Les ratés entourant la mise en place d'un nouveau mode de distribution de billets de loterie font rager les détaillants. Loto-Québec a reçu 168 plaintes en bonne et due forme en provenance des détaillants et près de 10 000 appels. Des clients d'envergure, comme Sobeys, ont exprimé leurs préoccupations à la société d'État.

L'insatisfaction est à ce point répandue que deux associations de détaillants exigent des correctifs de la société d'État, dont les ventes de loteries instantanées reculent de 9 % depuis le début de l'exercice financier.

Loto-Québec a longtemps eu recours à des travailleurs autonomes qui parcouraient la province pour approvisionner les marchands en billets de loterie. L'an dernier, la société d'État a décidé d'éliminer ces intermédiaires pour faire des économies récurrentes de 10 millions par année et gagner en efficacité.

Les détaillants se plaignent aujourd'hui de faire les frais du changement introduit par Loto-Québec en mars 2016.

Les tâches qui étaient prises en charge par ces grossistes incombent dorénavant en bonne partie aux marchands, qui ne veulent pas payer un employé pour faire le travail de Loto-Québec.

« Je ne suis pas autorisé à vous parler, mais j'en aurais long à dire », nous a confié une gérante d'un supermarché Super C, avant de nous inviter à communiquer avec son propriétaire Metro.

La chaîne de supermarchés a dirigé notre appel vers le Conseil canadien du commerce de détail (CCCD).

« C'est sûr que la nouvelle façon de faire est effectivement beaucoup plus exigeante pour les magasins.

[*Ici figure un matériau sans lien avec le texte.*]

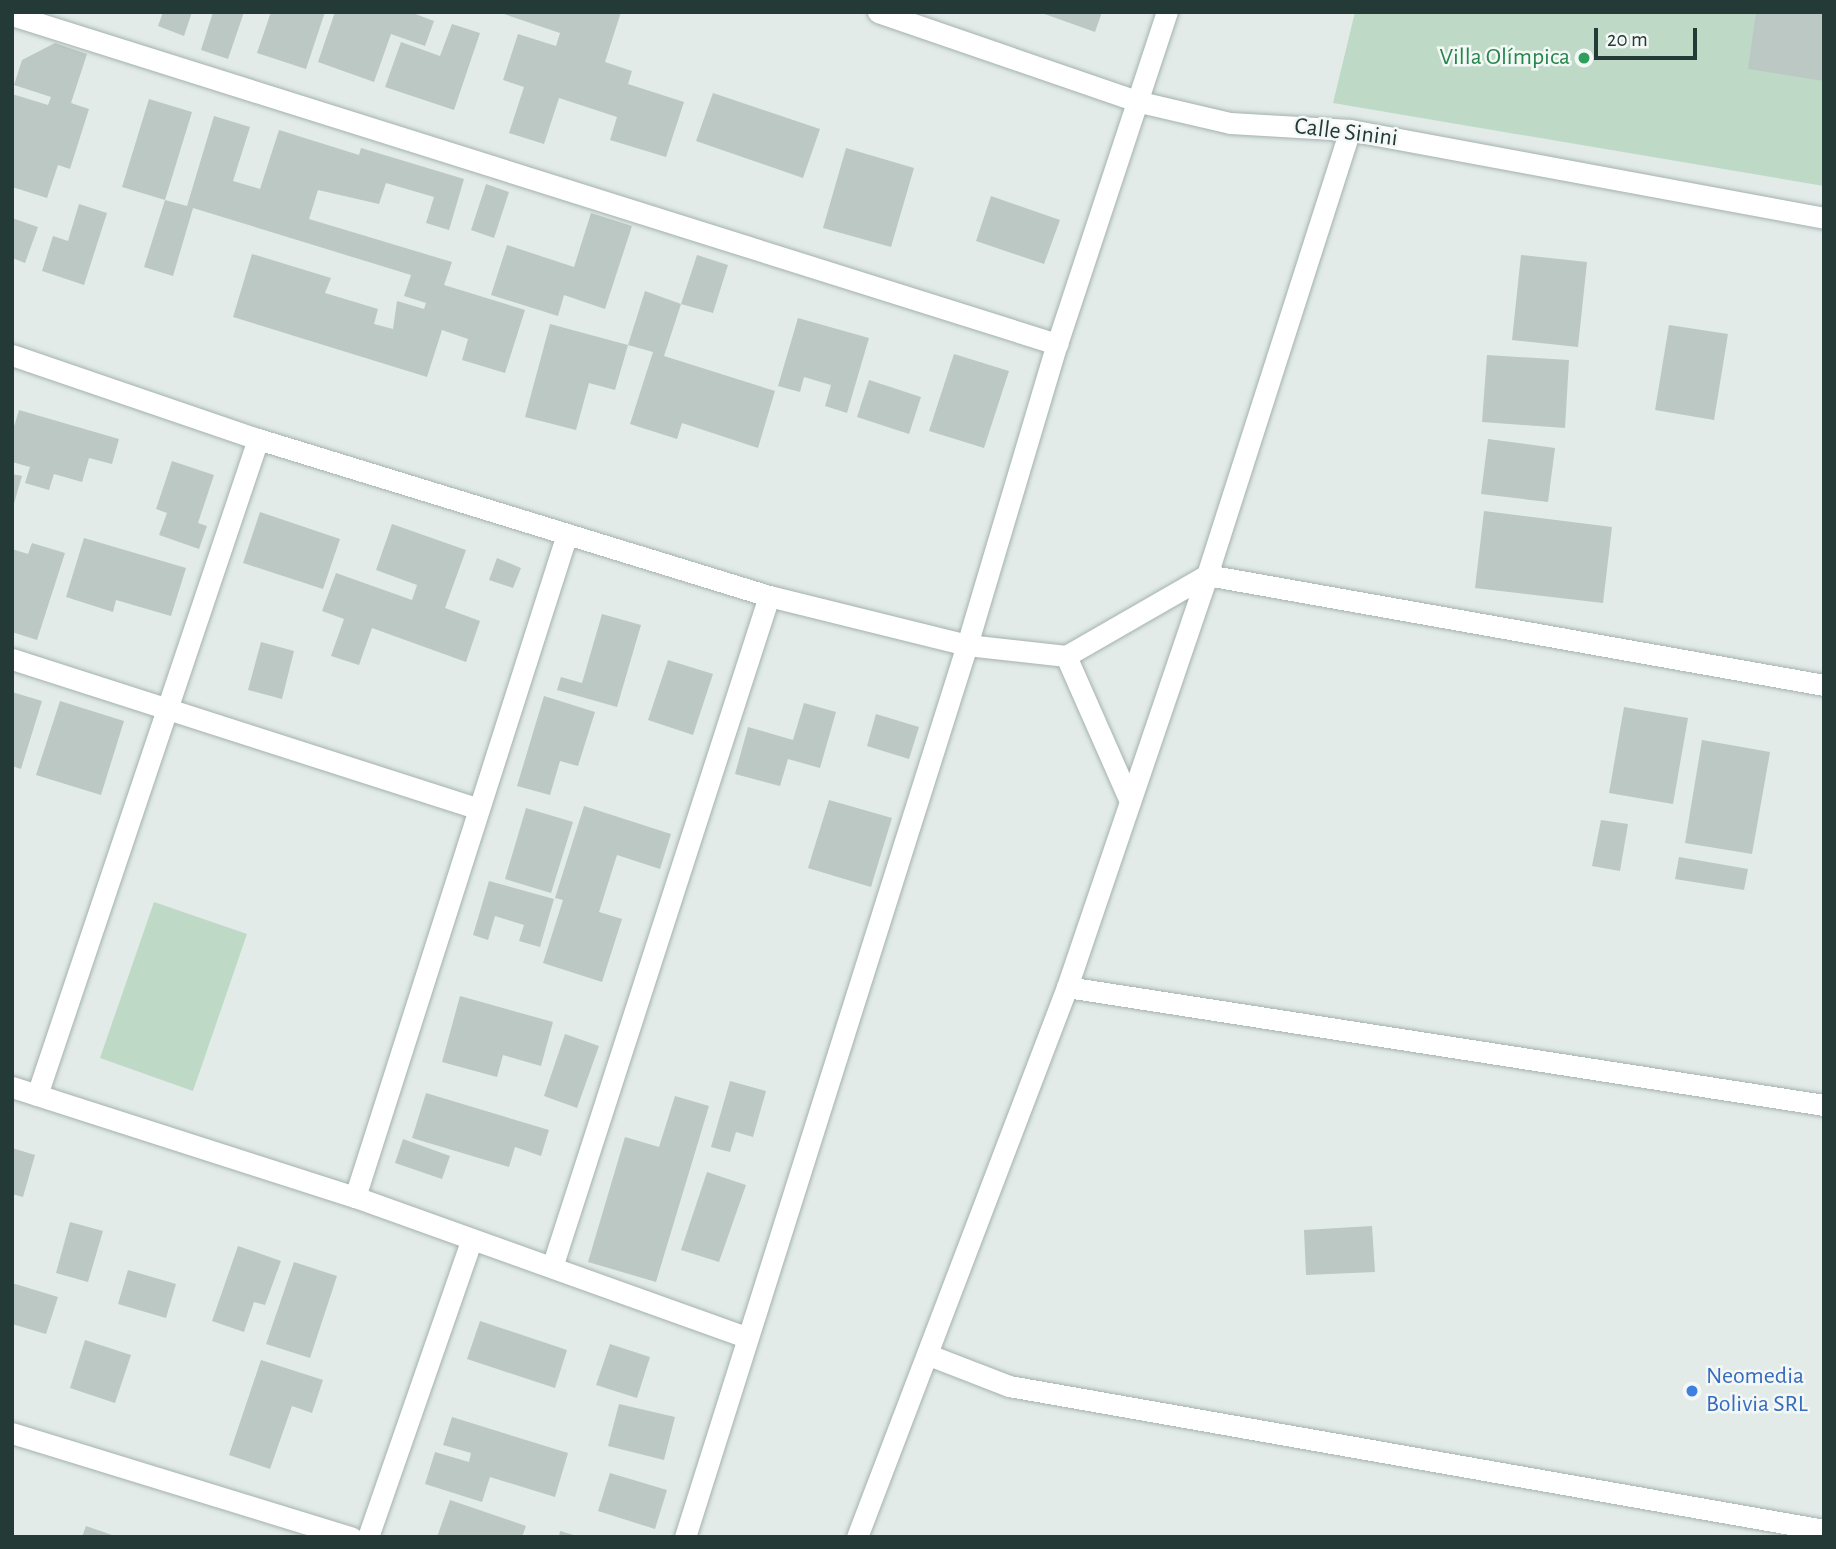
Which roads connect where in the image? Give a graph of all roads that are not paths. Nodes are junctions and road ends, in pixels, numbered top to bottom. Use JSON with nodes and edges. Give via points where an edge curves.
{"nodes":[{"id":1,"x":1167,"y":12,"type":"edge"},
{"id":2,"x":891,"y":14,"type":"edge"},
{"id":3,"x":12,"y":15,"type":"edge"},
{"id":4,"x":1140,"y":102,"type":"junction"},
{"id":5,"x":1350,"y":130,"type":"junction"},
{"id":6,"x":1824,"y":218,"type":"edge"},
{"id":7,"x":1057,"y":344,"type":"junction"},
{"id":8,"x":12,"y":355,"type":"edge"},
{"id":9,"x":258,"y":439,"type":"junction"},
{"id":10,"x":567,"y":534,"type":"junction"},
{"id":11,"x":1207,"y":575,"type":"junction"},
{"id":12,"x":769,"y":596,"type":"junction"},
{"id":13,"x":967,"y":645,"type":"junction"},
{"id":14,"x":1066,"y":656,"type":"junction"},
{"id":15,"x":12,"y":659,"type":"edge"},
{"id":16,"x":1824,"y":685,"type":"edge"},
{"id":17,"x":165,"y":710,"type":"junction"},
{"id":18,"x":1130,"y":801,"type":"junction"},
{"id":19,"x":479,"y":809,"type":"junction"},
{"id":20,"x":1068,"y":987,"type":"junction"},
{"id":21,"x":12,"y":1087,"type":"edge"},
{"id":22,"x":37,"y":1095,"type":"junction"},
{"id":23,"x":1824,"y":1105,"type":"edge"},
{"id":24,"x":355,"y":1197,"type":"junction"},
{"id":25,"x":471,"y":1242,"type":"junction"},
{"id":26,"x":552,"y":1267,"type":"junction"},
{"id":27,"x":747,"y":1337,"type":"junction"},
{"id":28,"x":929,"y":1355,"type":"junction"},
{"id":29,"x":12,"y":1433,"type":"edge"},
{"id":30,"x":1824,"y":1530,"type":"edge"},
{"id":31,"x":351,"y":1537,"type":"edge"},
{"id":32,"x":368,"y":1537,"type":"edge"},
{"id":33,"x":685,"y":1537,"type":"edge"},
{"id":34,"x":857,"y":1537,"type":"edge"}],
"edges":[{"from":1,"to":4,"type":"street"},
{"from":2,"to":4,"type":"street","name":"Calle Sinini"},
{"from":3,"to":7,"type":"street"},
{"from":4,"to":5,"type":"street","name":"Calle Sinini","via":[[1230,122]]},
{"from":4,"to":7,"type":"street"},
{"from":5,"to":6,"type":"street","name":"Calle Sinini"},
{"from":5,"to":11,"type":"street"},
{"from":7,"to":13,"type":"street"},
{"from":8,"to":9,"type":"street"},
{"from":9,"to":10,"type":"street"},
{"from":9,"to":17,"type":"street"},
{"from":10,"to":12,"type":"street"},
{"from":10,"to":19,"type":"street"},
{"from":11,"to":14,"type":"street"},
{"from":11,"to":16,"type":"street"},
{"from":11,"to":18,"type":"street"},
{"from":12,"to":13,"type":"street"},
{"from":12,"to":26,"type":"street"},
{"from":13,"to":14,"type":"street"},
{"from":13,"to":27,"type":"street"},
{"from":14,"to":18,"type":"street"},
{"from":15,"to":17,"type":"street"},
{"from":17,"to":19,"type":"street"},
{"from":17,"to":22,"type":"street"},
{"from":18,"to":20,"type":"street"},
{"from":19,"to":24,"type":"street"},
{"from":20,"to":23,"type":"street"},
{"from":20,"to":28,"type":"street"},
{"from":21,"to":22,"type":"street"},
{"from":22,"to":24,"type":"street"},
{"from":24,"to":25,"type":"street"},
{"from":25,"to":26,"type":"street"},
{"from":25,"to":32,"type":"street"},
{"from":26,"to":27,"type":"street"},
{"from":27,"to":33,"type":"street"},
{"from":28,"to":30,"type":"street","via":[[1009,1386]]},
{"from":28,"to":34,"type":"street"},
{"from":29,"to":31,"type":"street"}]}
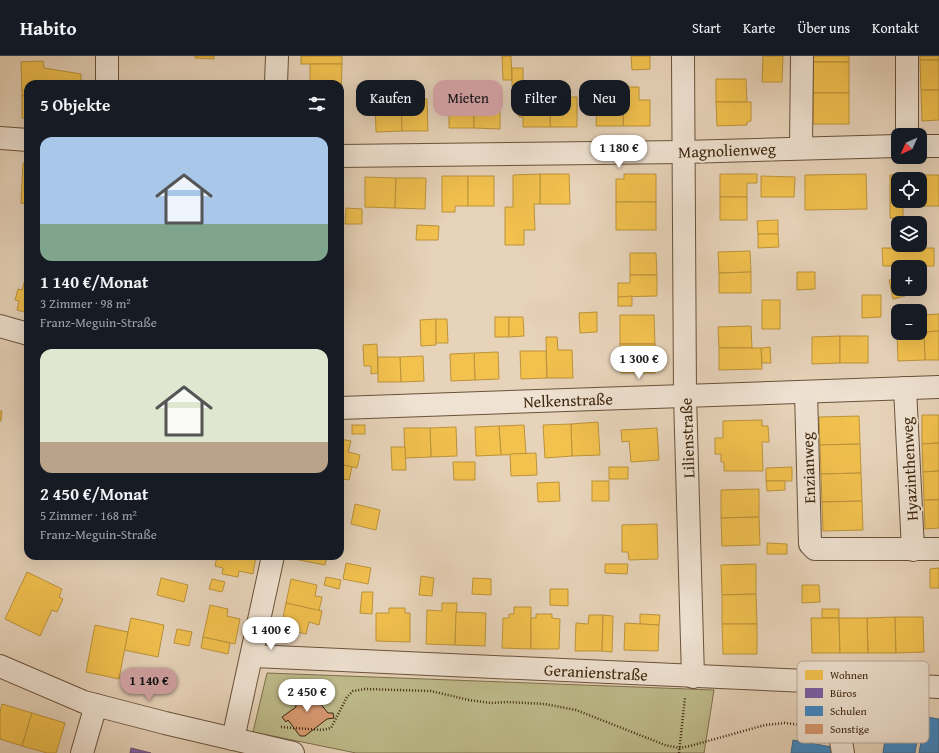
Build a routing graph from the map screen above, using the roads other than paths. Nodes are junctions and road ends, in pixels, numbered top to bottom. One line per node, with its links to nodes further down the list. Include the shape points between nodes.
1 (107, 56): 6 (street)
2 (277, 56): 7 (street)
3 (683, 56): 15 (street, Lilienstraße)
4 (802, 56): 14 (street)
5 (907, 56): 8 (street)
6 (107, 80)
7 (276, 80)
8 (907, 128)
9 (0, 138): 10 (street)
10 (24, 140)
11 (891, 146): 14 (street, Magnolienweg)
12 (927, 146): 13 (street)
13 (939, 146)
14 (801, 148): 15 (street, Magnolienweg)
15 (684, 152): 16 (street, Magnolienweg); 22 (street, Lilienstraße)
16 (344, 156)
17 (0, 326): 18 (street)
18 (24, 333)
19 (939, 387): 20 (street, Nelkenstraße)
20 (905, 388): 21 (street, Nelkenstraße); 25 (street, Hyazinthenweg)
21 (806, 392): 22 (street, Nelkenstraße); 25 (street, Enzianweg, via 810,544 815,549)
22 (685, 396): 23 (street, Nelkenstraße); 29 (street, Lilienstraße)
23 (344, 408)
24 (939, 549): 25 (street)
25 (913, 550)
26 (271, 560): 27 (street)
27 (252, 656): 29 (street, Geranienstraße); 34 (street)
28 (0, 666): 33 (street, via 38,684)
29 (690, 677): 30 (street, Geranienstraße)
30 (797, 681)
31 (929, 687): 32 (street, Geranienstraße)
32 (939, 687)
33 (96, 705): 34 (street); 36 (street)
34 (233, 739): 37 (street)
35 (841, 743): 38 (street)
36 (82, 753)
37 (293, 753)
38 (843, 753)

Ça demande plus de temps, de manipulation, de gestion, de suivi et d'interventions de la part des détaillants. » - Nathalie St-Pierre, directrice générale pour le Québec au Conseil canadien du commerce de détail

Les grandes chaînes ont aussi exprimé leur insatisfaction directement à Loto-Québec, a appris La Presse. « On a eu le même son de cloche quant aux problématiques de toutes les chaînes incluant Sobeys et, oui, Sobeys a contacté Loto-Québec comme les autres aussi l'ont fait », confirme Mme St-Pierre.

« On travaille directement avec Loto-Québec pour s'assurer qu'il y ait plus de support et de formation pour pouvoir réussir la transition », poursuit-elle.

ASPECTS IRRITANTS

Avec le nouveau système en vigueur, le détaillant ne paie que pour les billets activés. Auparavant, chaque billet commandé par le marchand était activé et immédiatement facturé, une façon de faire qui pouvait accaparer les liquidités du commerce.

Un autre avantage de la nouvelle méthode est qu'un billet inactivé n'a pas de valeur. Il n'y a donc pas de pertes pour le marchand en cas de vol. En contrepartie, le détaillant a maintenant la responsabilité d'activer et de désactiver les billets, un travail fastidieux.

« Il y a des lacunes au niveau de la gestion des inventaires et de la facturation », dit Pierre-Alexandre Blouin, vice-président affaires publiques de l'Association des détaillants en alimentation, qui travaille avec Loto-Québec pour trouver une solution.

« C'est très frustrant pour les opérateurs. Il faut que la gestion devienne plus simple pour tout le monde. On ne veut pas se retrouver avec 10 % de frais de gestion pour un produit qui en rapporte moins. » - Pierre-Alexandre Blouin, vice-président affaires publiques de l'Association des détaillants en alimentation

Les commissions offertes aux détaillants sont restées inchangées depuis 20 ans. C'est 8 % des ventes de loteries instantanées, 6 % des revenus tirés des billets de tirage sortant de la valideuse et 1 % de la valeur des lots gagnés de 1000 $ et plus.

RÉACTION DE LOTO-QUÉBEC

Du côté du monopole d'État, on reconnaît certains « défis » dans le rodage du nouveau système de distribution de billets. On se montre prêt à améliorer les procédures, notamment du côté de la facturation, mais on n'envisage pas de retour en arrière ou de bonification des commissions versées aux détaillants.

À la longue, le concours actif des nouveaux entrepreneurs de commercialisation, dont le rôle est de maximiser la présence commerciale, l'offre de produits au consommateur et la formation du détaillant, amènera les 8500 détaillants à percevoir les avantages du nouveau mode de fonctionnement, espère-t-on chez Loto-Québec.

Quant aux baisses des ventes des loteries instantanées, il s'agit d'une tendance structurelle qui n'a rien à voir avec le mode de distribution, soutient le porte-parole Patrice Lavoie.

Il s'est vendu pour 312 millions de billets de loterie instantanée d'avril à décembre 2015. Les plus récents chiffres annuels sortiront cette semaine.